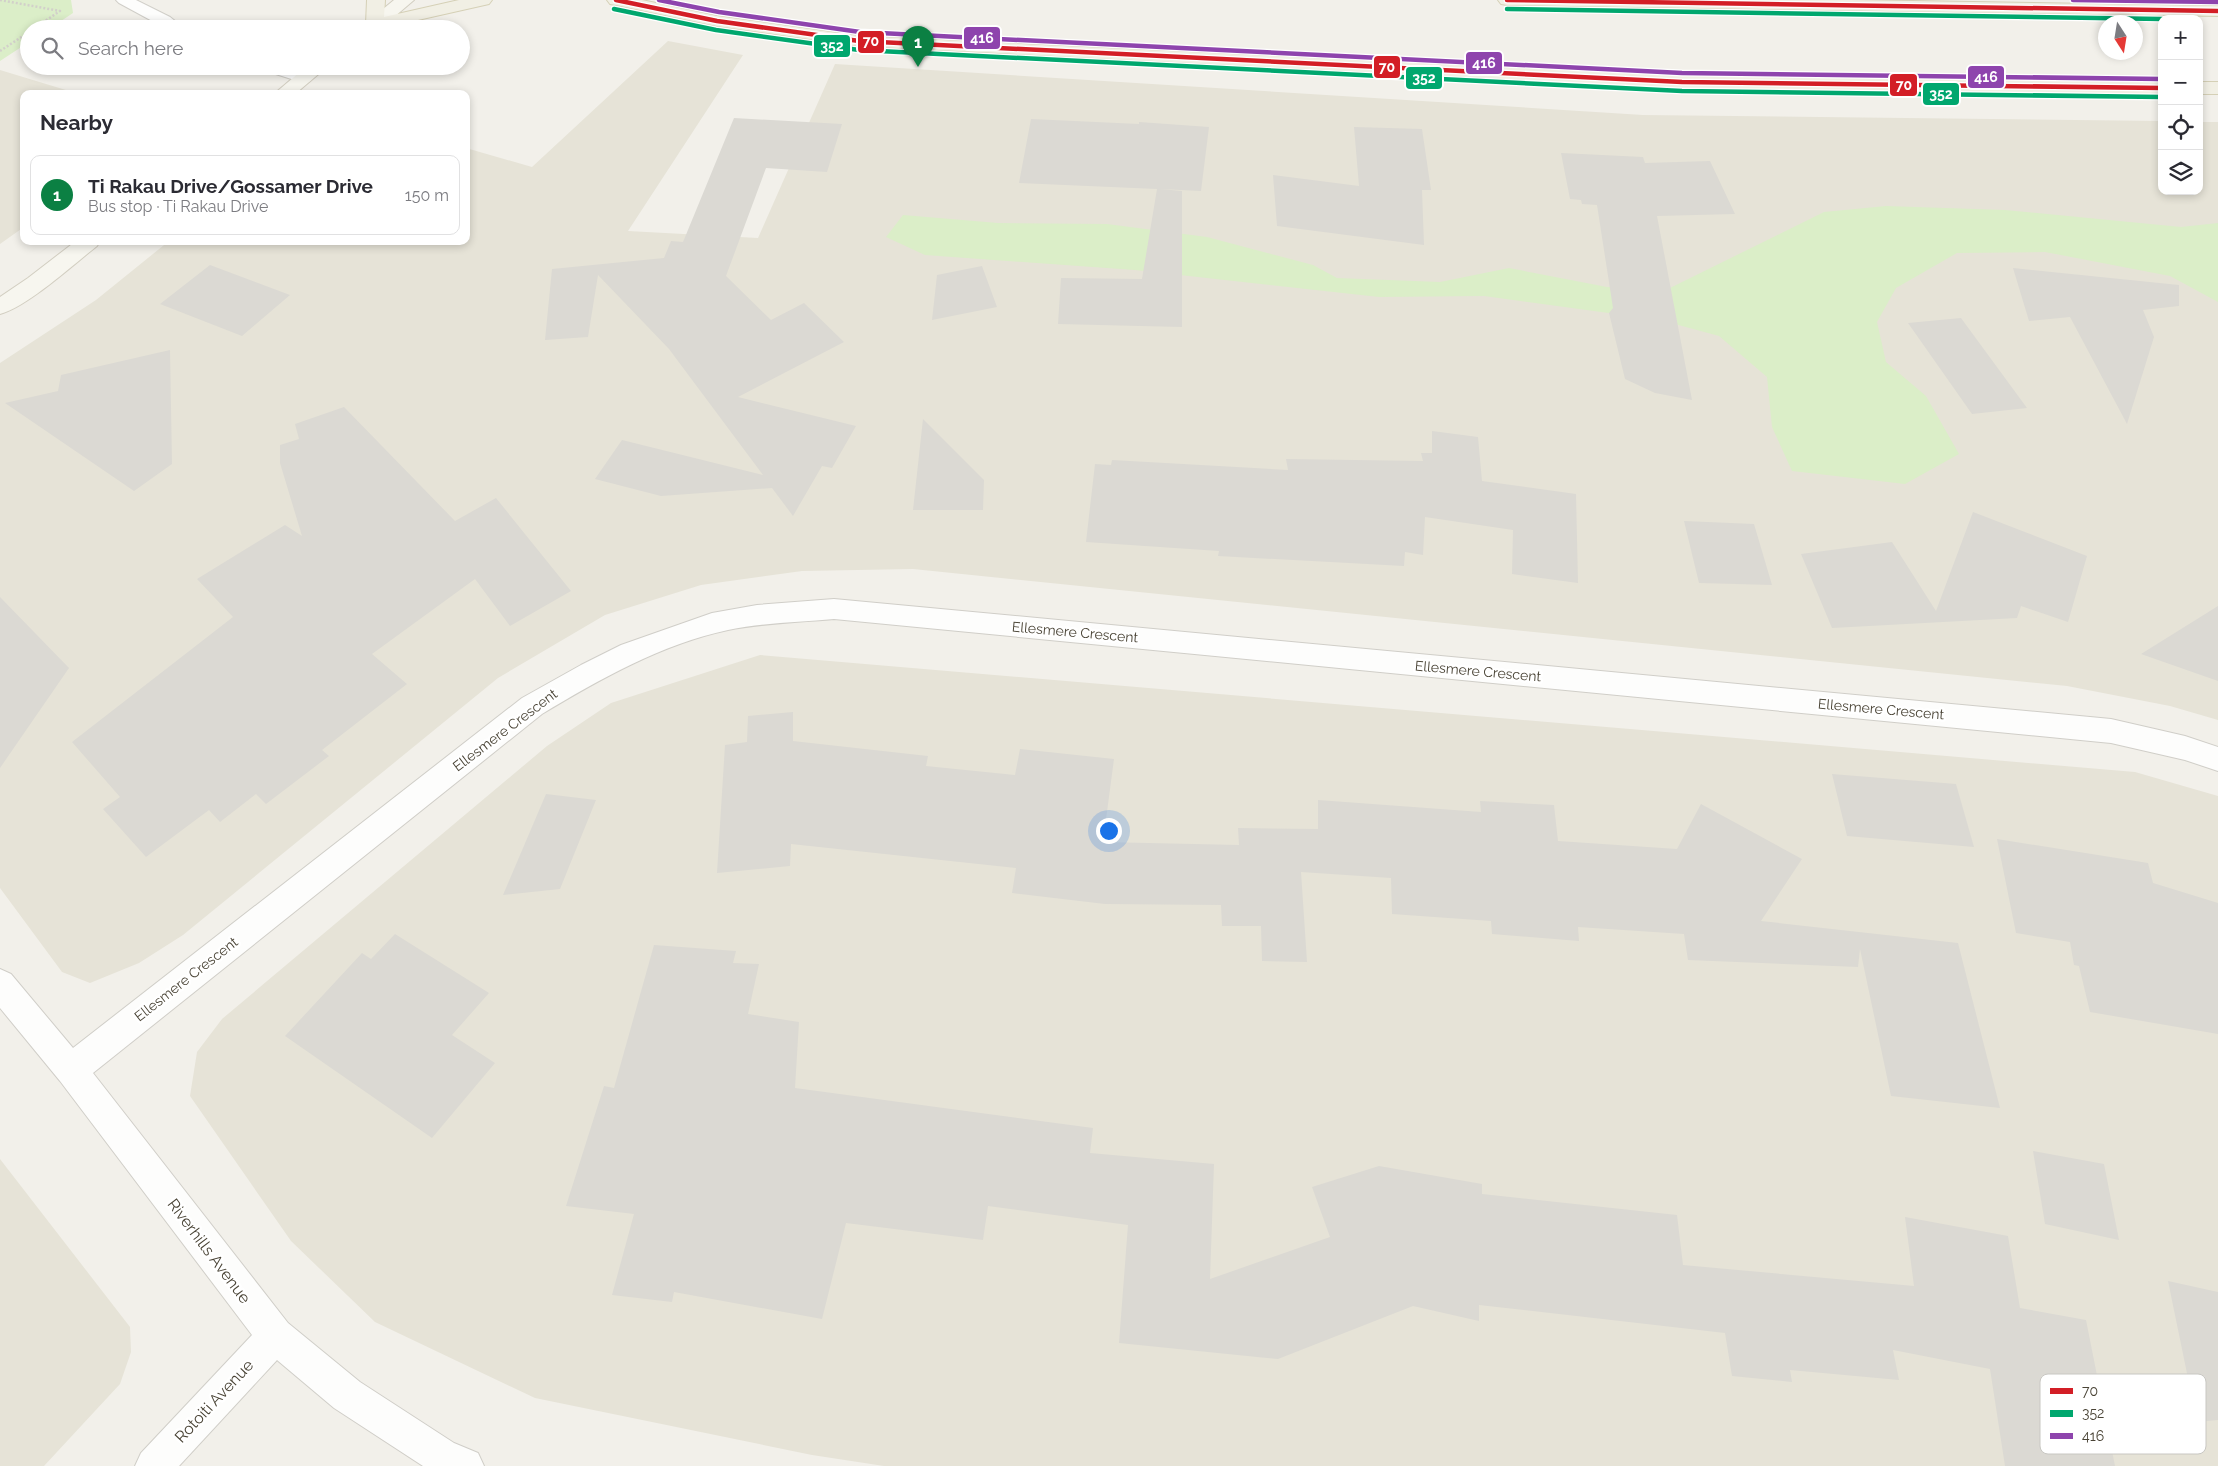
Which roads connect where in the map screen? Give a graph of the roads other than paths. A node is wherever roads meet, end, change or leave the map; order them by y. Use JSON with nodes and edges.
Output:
{"nodes":[{"id":1,"x":124,"y":0,"type":"edge"},
{"id":2,"x":376,"y":0,"type":"edge"},
{"id":3,"x":405,"y":0,"type":"edge"},
{"id":4,"x":483,"y":0,"type":"edge"},
{"id":5,"x":616,"y":0,"type":"edge"},
{"id":6,"x":1507,"y":0,"type":"edge"},
{"id":7,"x":2218,"y":11,"type":"edge"},
{"id":8,"x":165,"y":20,"type":"edge"},
{"id":9,"x":372,"y":20,"type":"edge"},
{"id":10,"x":379,"y":20,"type":"edge"},
{"id":11,"x":397,"y":20,"type":"edge"},
{"id":12,"x":294,"y":75,"type":"edge"},
{"id":13,"x":308,"y":75,"type":"edge"},
{"id":14,"x":304,"y":78,"type":"junction"},
{"id":15,"x":2158,"y":88,"type":"edge"},
{"id":16,"x":2203,"y":88,"type":"edge"},
{"id":17,"x":2218,"y":88,"type":"edge"},
{"id":18,"x":288,"y":90,"type":"edge"},
{"id":19,"x":85,"y":245,"type":"edge"},
{"id":20,"x":0,"y":307,"type":"edge"},
{"id":21,"x":2218,"y":759,"type":"edge"},
{"id":22,"x":0,"y":984,"type":"edge"},
{"id":23,"x":71,"y":1070,"type":"junction"},
{"id":24,"x":275,"y":1336,"type":"junction"},
{"id":25,"x":154,"y":1466,"type":"edge"},
{"id":26,"x":465,"y":1466,"type":"edge"}],
"edges":[{"from":1,"to":8,"type":"lane"},
{"from":2,"to":9,"type":"main road"},
{"from":3,"to":10,"type":"main road"},
{"from":4,"to":11,"type":"main road"},
{"from":5,"to":15,"type":"main road"},
{"from":6,"to":7,"type":"main road"},
{"from":12,"to":14,"type":"lane"},
{"from":13,"to":14,"type":"main road"},
{"from":14,"to":18,"type":"main road"},
{"from":16,"to":17,"type":"main road"},
{"from":19,"to":20,"type":"main road"},
{"from":21,"to":23,"type":"street","name":"Ellesmere Crescent"},
{"from":22,"to":23,"type":"street","name":"Riverhills Avenue"},
{"from":23,"to":24,"type":"street","name":"Riverhills Avenue"},
{"from":24,"to":25,"type":"street","name":"Rotoiti Avenue"},
{"from":24,"to":26,"type":"street","name":"Riverhills Avenue"}]}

:: WHAT YOU ARE ASKED TO DO ::
Wherever a picture appears in the records, omit it, and transcribe everything else exactly.

:: SOLUTION TO THE PROBLEM ::
Which roads connect where in the map screen? Give a graph of the roads other than paths. A node is wherever roads meet, end, change or leave the map; order them by y. Use JSON with nodes and edges.
Output:
{"nodes":[{"id":1,"x":124,"y":0,"type":"edge"},
{"id":2,"x":376,"y":0,"type":"edge"},
{"id":3,"x":405,"y":0,"type":"edge"},
{"id":4,"x":483,"y":0,"type":"edge"},
{"id":5,"x":616,"y":0,"type":"edge"},
{"id":6,"x":1507,"y":0,"type":"edge"},
{"id":7,"x":2218,"y":11,"type":"edge"},
{"id":8,"x":165,"y":20,"type":"edge"},
{"id":9,"x":372,"y":20,"type":"edge"},
{"id":10,"x":379,"y":20,"type":"edge"},
{"id":11,"x":397,"y":20,"type":"edge"},
{"id":12,"x":294,"y":75,"type":"edge"},
{"id":13,"x":308,"y":75,"type":"edge"},
{"id":14,"x":304,"y":78,"type":"junction"},
{"id":15,"x":2158,"y":88,"type":"edge"},
{"id":16,"x":2203,"y":88,"type":"edge"},
{"id":17,"x":2218,"y":88,"type":"edge"},
{"id":18,"x":288,"y":90,"type":"edge"},
{"id":19,"x":85,"y":245,"type":"edge"},
{"id":20,"x":0,"y":307,"type":"edge"},
{"id":21,"x":2218,"y":759,"type":"edge"},
{"id":22,"x":0,"y":984,"type":"edge"},
{"id":23,"x":71,"y":1070,"type":"junction"},
{"id":24,"x":275,"y":1336,"type":"junction"},
{"id":25,"x":154,"y":1466,"type":"edge"},
{"id":26,"x":465,"y":1466,"type":"edge"}],
"edges":[{"from":1,"to":8,"type":"lane"},
{"from":2,"to":9,"type":"main road"},
{"from":3,"to":10,"type":"main road"},
{"from":4,"to":11,"type":"main road"},
{"from":5,"to":15,"type":"main road"},
{"from":6,"to":7,"type":"main road"},
{"from":12,"to":14,"type":"lane"},
{"from":13,"to":14,"type":"main road"},
{"from":14,"to":18,"type":"main road"},
{"from":16,"to":17,"type":"main road"},
{"from":19,"to":20,"type":"main road"},
{"from":21,"to":23,"type":"street","name":"Ellesmere Crescent"},
{"from":22,"to":23,"type":"street","name":"Riverhills Avenue"},
{"from":23,"to":24,"type":"street","name":"Riverhills Avenue"},
{"from":24,"to":25,"type":"street","name":"Rotoiti Avenue"},
{"from":24,"to":26,"type":"street","name":"Riverhills Avenue"}]}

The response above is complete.